We’ve all heard the phrase “Good cop, bad cop.” when referencing parenting. But, I’ve been contemplating the good mom versus bad mom mentality today. It’s been a pendulum swing in my heart and mind the last few weeks.

When I had my daughter, all of my time, effort and thought went into her well being. When I added my son, that all got divided into half, a little more tricky but doable! When I had our third, I divided that again. I feel like their are days where I don’t have enough time, effort and thought for everyone. I have days where I doubt my ability to be a good mom, teacher and friend to them. I second guess myself left and right. I have days where I feel like I’m stellar, and we have a rocking day.

I have days where I call my husband in tears, and some when I call laughing over.

But, I got to thinking. What makes me a good mom, and on the other side, what makes me a bad one?

We all have good days. We all have bad days. We all have emotions that come with those days. I want to teach my kids that it’s okay to have both kind of days, and to access those emotions to properly process them! Today I pulled my crying six year old onto my lap, while I cried too, and we voiced our frustrations, hugged, apologized, forgave and moved on stronger. THIS, THIS!

But, to conclude, at the end of the day, I’m neither good or bad, I am just their mom. The one who yells and cries. The one who laughs and encourages. The one who fails and gets back up. The one who teaches and guides. The one who needs to grow and learn along side them. You see, parenting didn’t come with a booklet, it came with kids and a slew of ups, and downs.
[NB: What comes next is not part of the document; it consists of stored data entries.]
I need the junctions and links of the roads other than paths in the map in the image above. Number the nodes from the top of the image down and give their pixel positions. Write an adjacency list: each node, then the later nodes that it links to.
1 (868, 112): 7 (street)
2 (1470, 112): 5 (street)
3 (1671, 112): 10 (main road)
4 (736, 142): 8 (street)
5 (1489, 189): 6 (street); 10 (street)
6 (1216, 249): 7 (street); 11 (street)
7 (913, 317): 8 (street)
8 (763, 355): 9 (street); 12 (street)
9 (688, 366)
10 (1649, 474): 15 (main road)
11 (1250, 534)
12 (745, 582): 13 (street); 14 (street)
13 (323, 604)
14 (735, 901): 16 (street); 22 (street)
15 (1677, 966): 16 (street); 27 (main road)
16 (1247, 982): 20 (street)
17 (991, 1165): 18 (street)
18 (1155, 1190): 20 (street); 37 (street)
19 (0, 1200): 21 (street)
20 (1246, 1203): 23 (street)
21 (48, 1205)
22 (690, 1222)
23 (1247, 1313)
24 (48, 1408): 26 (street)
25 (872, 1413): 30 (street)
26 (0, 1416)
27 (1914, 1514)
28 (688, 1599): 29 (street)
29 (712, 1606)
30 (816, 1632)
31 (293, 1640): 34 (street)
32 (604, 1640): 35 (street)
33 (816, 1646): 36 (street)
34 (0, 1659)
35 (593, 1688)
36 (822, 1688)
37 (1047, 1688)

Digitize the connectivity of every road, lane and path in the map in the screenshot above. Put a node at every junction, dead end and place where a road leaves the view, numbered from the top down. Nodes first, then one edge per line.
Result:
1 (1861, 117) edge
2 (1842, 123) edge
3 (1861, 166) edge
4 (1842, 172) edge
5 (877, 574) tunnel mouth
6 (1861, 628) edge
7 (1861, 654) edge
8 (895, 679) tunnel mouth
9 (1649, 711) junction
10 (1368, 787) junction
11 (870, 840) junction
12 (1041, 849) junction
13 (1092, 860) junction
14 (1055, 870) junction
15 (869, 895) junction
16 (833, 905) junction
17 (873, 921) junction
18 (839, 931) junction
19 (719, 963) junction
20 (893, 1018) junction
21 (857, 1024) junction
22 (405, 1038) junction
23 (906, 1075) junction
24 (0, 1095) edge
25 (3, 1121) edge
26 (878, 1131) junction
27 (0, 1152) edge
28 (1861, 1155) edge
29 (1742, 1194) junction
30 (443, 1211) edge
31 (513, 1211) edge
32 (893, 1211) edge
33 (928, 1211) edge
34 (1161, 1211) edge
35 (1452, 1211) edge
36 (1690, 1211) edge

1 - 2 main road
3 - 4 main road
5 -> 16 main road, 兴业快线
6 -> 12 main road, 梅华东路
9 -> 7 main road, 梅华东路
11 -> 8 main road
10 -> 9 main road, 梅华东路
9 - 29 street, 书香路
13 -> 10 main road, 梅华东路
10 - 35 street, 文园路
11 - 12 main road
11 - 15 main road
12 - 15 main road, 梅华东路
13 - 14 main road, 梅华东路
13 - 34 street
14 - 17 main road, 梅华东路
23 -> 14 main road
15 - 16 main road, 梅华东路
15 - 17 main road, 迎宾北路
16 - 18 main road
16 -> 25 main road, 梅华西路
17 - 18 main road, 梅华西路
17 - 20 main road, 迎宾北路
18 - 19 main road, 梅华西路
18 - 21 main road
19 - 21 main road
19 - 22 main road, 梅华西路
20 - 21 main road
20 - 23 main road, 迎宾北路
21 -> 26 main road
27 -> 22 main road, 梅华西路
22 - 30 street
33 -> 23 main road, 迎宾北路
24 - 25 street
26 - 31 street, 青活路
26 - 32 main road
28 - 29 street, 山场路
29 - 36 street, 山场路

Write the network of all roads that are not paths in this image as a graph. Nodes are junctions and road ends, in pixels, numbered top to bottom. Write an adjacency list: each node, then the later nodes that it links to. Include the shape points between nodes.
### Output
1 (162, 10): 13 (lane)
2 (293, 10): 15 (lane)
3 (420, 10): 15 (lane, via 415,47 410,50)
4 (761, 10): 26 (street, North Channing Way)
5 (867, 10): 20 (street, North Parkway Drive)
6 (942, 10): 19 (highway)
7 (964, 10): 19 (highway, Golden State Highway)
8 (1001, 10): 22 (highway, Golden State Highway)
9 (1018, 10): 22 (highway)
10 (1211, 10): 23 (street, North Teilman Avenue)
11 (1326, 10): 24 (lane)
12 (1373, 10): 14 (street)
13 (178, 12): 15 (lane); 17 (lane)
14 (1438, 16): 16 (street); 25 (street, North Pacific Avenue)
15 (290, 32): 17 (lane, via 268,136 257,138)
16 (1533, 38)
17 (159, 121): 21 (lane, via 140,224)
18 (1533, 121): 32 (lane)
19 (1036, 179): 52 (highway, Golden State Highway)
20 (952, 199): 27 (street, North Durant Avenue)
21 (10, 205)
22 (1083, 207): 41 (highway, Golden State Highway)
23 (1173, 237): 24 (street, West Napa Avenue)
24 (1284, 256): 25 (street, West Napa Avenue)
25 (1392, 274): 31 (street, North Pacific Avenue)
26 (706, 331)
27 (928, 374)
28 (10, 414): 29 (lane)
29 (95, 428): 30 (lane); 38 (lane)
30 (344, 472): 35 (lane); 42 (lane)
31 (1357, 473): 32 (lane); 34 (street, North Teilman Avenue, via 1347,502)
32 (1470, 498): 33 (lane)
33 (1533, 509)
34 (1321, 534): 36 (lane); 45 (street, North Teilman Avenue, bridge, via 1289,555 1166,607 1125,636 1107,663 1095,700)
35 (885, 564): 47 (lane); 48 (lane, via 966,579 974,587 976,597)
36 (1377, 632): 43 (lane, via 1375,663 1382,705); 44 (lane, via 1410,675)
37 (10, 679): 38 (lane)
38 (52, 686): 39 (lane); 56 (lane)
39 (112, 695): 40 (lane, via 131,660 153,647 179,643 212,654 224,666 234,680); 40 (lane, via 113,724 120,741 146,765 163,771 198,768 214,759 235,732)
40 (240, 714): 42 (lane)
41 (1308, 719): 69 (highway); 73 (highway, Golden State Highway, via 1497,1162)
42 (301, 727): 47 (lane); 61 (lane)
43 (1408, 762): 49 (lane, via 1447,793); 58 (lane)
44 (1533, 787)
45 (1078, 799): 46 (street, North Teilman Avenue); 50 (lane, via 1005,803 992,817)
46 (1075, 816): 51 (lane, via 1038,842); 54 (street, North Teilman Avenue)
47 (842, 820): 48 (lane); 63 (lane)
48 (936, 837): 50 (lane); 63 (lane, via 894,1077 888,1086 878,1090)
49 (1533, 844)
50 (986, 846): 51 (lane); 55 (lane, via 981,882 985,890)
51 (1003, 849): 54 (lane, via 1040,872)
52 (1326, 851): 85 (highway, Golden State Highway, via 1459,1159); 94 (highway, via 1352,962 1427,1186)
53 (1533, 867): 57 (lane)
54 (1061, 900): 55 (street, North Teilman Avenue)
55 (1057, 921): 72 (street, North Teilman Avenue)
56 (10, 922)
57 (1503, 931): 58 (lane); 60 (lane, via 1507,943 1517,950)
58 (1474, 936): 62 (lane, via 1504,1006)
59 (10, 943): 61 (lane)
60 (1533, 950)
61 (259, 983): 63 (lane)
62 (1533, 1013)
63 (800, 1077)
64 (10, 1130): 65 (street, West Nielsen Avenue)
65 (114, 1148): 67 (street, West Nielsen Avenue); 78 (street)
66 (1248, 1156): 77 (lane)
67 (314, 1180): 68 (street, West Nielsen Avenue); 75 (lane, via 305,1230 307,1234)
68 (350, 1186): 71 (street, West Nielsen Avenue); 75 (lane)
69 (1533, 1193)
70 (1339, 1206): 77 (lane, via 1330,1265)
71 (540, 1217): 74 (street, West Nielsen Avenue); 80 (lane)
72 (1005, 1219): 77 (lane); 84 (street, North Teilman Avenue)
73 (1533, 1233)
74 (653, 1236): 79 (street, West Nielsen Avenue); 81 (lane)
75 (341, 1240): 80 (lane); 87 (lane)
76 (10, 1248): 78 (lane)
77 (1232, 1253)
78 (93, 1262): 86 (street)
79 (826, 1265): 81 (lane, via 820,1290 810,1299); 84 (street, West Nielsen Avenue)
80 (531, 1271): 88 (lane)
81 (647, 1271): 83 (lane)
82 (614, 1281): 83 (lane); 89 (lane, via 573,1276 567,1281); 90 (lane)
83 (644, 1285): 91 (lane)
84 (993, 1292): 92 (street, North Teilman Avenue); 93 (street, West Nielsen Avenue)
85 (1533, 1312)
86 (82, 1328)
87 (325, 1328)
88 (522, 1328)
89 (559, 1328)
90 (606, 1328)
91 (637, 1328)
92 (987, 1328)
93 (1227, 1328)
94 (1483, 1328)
So, if I were to ask you. What makes you a GOOD mama? And, to be fair, what makes you a bad one?

I’d say, that all of the things you list, make you uniquely their mama. Created, ordained, creatively, uniquely, inspired to be their mama. God makes no mistakes, He knew they needed the good of you and needed to learn from the bad along side you. You see, you grow with your kids, let them see that. Be real. Say sorry. Grow together. Learn along side them. Seek Him together. Know His grace equally.

Because, someday they’ll be doing what you’re doing, living life and they’ll need all of this.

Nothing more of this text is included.